Robert Altman on the movies that accidentally changed cinema: “Those are pictures that should not have succeeded”
As the 1960s gave way to the following decade, it became clear that the American film industry was in a period of transition and evolution, whether it wanted to admit it or not. Robert Altman was at the forefront of the incoming revolution, not that he believed Hollywood wanted him to succeed.
The ‘New Hollywood’ movement was like a breath of fresh air funnelling down the neck of the United States, with the studio-mandated models of old quickly being usurped by a wave of fresh, dynamic, and daring auteurs who refused to compromise in bringing their unfiltered vision to the screen.
It didn’t last long, with the era effectively over by the time the 1980s began, but it was a monumental moment for the business. Even a sampling of the names of those who broke through as part of the ‘New Hollywood’ wunderkinds illustrates the legacy it left behind, with many of them sitting pretty among the greatest directors of all time.
Alongside Altman, there was Martin Scorsese, Francis Ford Coppola, Steven Spielberg, George Lucas, Michael Cimino, John Cassavetes, Brian De Palma, Stanley Kubrick, and Sidney Lumet, which was merely the tip of an iceberg that melted and washed over Tinseltown from the boardrooms to the soundstages.
At the end of the day, though, the aim of the game is to make as much money as possible. Altman was keenly aware of that fact but singled out a trifecta of ‘New Hollywood’ touchstones that changed cinema forever, even though by the standards of what the industry had been for decades beforehand, never should have taken off in the way they did.

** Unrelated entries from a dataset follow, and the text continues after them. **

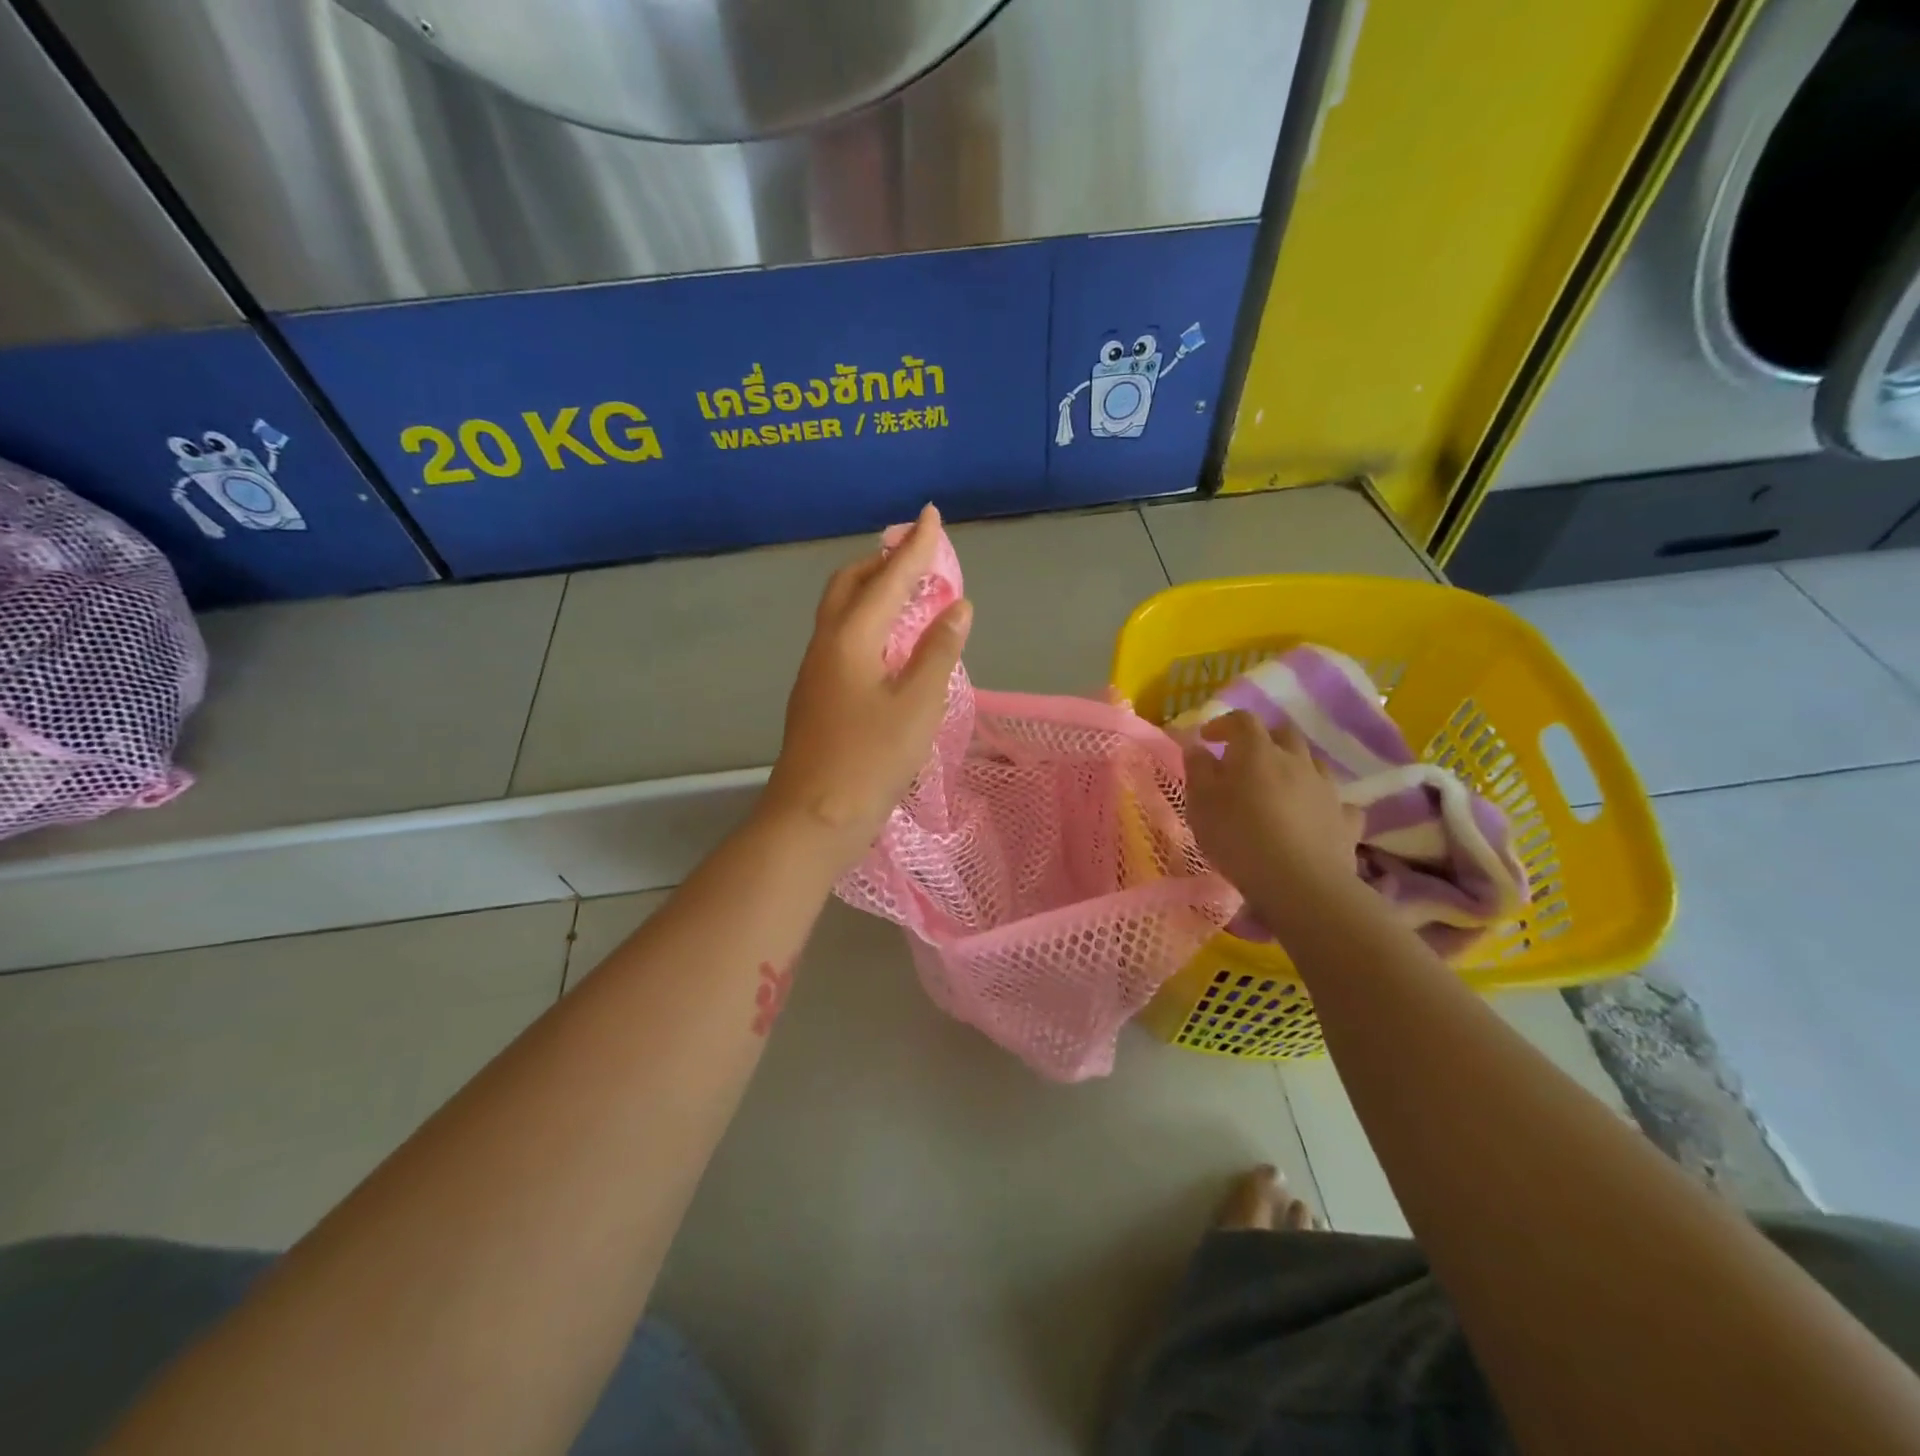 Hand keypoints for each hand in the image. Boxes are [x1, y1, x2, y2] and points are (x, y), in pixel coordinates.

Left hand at [761, 504, 971, 871]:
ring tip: (906, 593)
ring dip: (872, 591)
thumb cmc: (869, 760)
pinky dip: (867, 623)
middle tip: (915, 556)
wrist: (812, 818)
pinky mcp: (816, 696)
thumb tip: (956, 607)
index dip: (914, 547)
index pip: (888, 579)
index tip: (930, 515)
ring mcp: (816, 672)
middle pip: (849, 585)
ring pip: (841, 612)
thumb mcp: (917, 705)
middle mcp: (826, 645)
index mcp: (850, 638)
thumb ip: (938, 652)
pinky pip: (842, 639)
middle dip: (882, 562)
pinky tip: (889, 644)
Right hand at [1183, 712, 1362, 906]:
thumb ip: (1198, 770)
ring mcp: (1326, 788)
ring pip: (1313, 763)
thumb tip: (1197, 747)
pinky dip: (1322, 803)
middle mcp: (1296, 760)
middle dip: (1264, 740)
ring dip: (1294, 767)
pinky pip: (1337, 802)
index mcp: (1257, 751)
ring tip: (1278, 788)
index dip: (1223, 724)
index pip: (1242, 720)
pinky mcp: (1345, 819)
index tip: (1208, 739)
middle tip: (1244, 760)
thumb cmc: (1238, 838)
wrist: (1298, 882)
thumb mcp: (1200, 804)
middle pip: (1283, 734)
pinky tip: (1313, 817)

“Every film that was a breakthrough film that changed the way films are made and changed the way audiences see films, has been an accident,” he told David Breskin. “Easy Rider, M*A*S*H, Five Easy Pieces; those are pictures that should not have succeeded. They were never backed. And you probably can name 25 other ones that were real benchmarks that changed things. The point is that different kinds of things do get made and will continue to get made, but now totally by mistake.”
M*A*S*H was Altman’s fourth feature, but it was his true breakthrough, with the wartime dark comedy winning the Palme d’Or at the Cannes Film Festival, netting ‘Best Picture’ and ‘Best Director’ nominations at the Academy Awards, winning the filmmaker ‘Best Adapted Screenplay’, and bringing the auteur’s style to the forefront of the cinematic consciousness.
Easy Rider was the definitive counterculture flick that influenced and inspired a generation well past the four corners of the silver screen, with Bob Rafelson’s Five Easy Pieces making a similar splash. It speaks volumes and enhances Altman’s point that the least successful of the three was the latter because it was ‘only’ shortlisted for four Oscars and ‘only’ recouped its budget 15 times over at the box office.